▶ **Assignment**:
Search the records for the word "Gaibrois" and report each line that has it.

(Supplied information begins)

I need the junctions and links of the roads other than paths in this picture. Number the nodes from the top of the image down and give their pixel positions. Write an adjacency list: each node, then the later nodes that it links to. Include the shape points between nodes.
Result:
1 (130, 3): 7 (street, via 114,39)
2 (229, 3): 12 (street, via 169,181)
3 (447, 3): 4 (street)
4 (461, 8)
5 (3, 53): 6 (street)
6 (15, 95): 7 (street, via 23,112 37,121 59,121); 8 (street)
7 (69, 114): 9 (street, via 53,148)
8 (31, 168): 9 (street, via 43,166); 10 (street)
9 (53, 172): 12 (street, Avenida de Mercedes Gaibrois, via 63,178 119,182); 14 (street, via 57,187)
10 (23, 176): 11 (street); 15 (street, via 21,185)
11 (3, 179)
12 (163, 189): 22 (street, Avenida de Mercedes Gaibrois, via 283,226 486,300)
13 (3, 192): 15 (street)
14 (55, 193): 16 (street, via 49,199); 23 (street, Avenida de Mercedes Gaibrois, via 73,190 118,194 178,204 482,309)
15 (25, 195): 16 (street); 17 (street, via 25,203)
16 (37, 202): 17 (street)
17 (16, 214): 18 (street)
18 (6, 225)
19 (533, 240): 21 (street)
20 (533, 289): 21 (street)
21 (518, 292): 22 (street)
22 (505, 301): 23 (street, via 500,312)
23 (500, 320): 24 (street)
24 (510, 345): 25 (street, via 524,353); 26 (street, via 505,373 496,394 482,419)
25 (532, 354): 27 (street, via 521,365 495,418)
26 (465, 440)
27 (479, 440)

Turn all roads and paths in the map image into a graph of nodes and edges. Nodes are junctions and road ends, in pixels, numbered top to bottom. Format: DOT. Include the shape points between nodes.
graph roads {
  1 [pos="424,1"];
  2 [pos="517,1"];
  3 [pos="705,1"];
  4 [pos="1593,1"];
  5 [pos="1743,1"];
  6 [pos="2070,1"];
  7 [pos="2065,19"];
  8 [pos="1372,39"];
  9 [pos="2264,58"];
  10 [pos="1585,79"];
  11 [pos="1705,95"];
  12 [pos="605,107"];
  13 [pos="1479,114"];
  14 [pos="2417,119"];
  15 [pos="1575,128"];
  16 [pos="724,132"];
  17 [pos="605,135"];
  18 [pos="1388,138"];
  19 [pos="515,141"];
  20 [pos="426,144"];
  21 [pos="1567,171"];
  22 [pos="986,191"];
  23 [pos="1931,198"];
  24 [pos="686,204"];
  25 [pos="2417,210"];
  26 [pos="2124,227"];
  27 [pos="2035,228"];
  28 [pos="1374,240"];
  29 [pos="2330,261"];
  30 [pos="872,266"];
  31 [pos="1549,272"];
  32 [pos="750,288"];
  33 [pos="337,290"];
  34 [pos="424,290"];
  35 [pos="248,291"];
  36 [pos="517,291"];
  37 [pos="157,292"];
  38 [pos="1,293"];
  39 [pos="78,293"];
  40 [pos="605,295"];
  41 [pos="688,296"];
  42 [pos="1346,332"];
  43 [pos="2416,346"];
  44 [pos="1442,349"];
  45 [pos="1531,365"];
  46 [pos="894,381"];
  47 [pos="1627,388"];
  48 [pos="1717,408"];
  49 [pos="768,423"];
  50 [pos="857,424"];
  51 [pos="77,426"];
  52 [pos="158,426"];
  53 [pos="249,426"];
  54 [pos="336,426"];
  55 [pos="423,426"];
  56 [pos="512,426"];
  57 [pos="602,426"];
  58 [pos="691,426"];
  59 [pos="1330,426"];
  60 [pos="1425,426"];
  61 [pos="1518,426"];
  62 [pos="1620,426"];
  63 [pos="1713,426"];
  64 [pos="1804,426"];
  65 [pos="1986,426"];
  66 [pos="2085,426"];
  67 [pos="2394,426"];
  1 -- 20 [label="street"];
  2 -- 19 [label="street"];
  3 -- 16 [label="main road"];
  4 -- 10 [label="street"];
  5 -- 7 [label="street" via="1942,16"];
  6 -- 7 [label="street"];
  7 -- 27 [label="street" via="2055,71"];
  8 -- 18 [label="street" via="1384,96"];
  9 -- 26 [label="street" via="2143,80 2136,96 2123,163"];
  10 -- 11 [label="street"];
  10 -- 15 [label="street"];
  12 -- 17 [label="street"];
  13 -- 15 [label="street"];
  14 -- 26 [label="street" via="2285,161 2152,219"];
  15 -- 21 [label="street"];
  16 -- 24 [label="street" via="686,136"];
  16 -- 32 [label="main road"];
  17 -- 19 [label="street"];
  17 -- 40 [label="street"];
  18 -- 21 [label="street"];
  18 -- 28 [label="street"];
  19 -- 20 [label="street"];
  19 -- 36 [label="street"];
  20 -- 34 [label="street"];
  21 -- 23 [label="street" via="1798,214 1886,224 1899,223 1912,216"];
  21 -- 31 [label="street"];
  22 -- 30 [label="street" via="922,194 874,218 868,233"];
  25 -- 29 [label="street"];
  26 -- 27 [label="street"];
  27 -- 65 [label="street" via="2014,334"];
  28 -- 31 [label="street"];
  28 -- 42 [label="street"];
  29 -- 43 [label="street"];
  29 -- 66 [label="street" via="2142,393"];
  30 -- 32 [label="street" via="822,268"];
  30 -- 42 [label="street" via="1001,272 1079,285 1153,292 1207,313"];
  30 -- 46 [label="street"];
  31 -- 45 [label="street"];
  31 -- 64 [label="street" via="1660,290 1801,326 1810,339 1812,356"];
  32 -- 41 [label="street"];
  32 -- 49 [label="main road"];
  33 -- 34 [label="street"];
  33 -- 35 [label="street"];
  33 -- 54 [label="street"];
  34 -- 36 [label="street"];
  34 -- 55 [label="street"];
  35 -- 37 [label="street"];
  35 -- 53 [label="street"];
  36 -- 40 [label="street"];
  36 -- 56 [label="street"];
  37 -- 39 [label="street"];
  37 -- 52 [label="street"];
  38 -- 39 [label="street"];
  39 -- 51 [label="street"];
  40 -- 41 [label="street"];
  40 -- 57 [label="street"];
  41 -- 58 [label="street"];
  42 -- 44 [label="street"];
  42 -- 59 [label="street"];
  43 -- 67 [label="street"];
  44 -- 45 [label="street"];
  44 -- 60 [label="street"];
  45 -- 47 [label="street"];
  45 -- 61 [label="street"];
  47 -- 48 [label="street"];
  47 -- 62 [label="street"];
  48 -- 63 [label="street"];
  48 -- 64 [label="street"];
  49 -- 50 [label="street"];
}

(Supplied information ends)

▶ **Result**:
9 (53, 172): 12 (street, Avenida de Mercedes Gaibrois, via 63,178 119,182); 14 (street, via 57,187)
12 (163, 189): 22 (street, Avenida de Mercedes Gaibrois, via 283,226 486,300)
14 (55, 193): 16 (street, via 49,199); 23 (street, Avenida de Mercedes Gaibrois, via 73,190 118,194 178,204 482,309)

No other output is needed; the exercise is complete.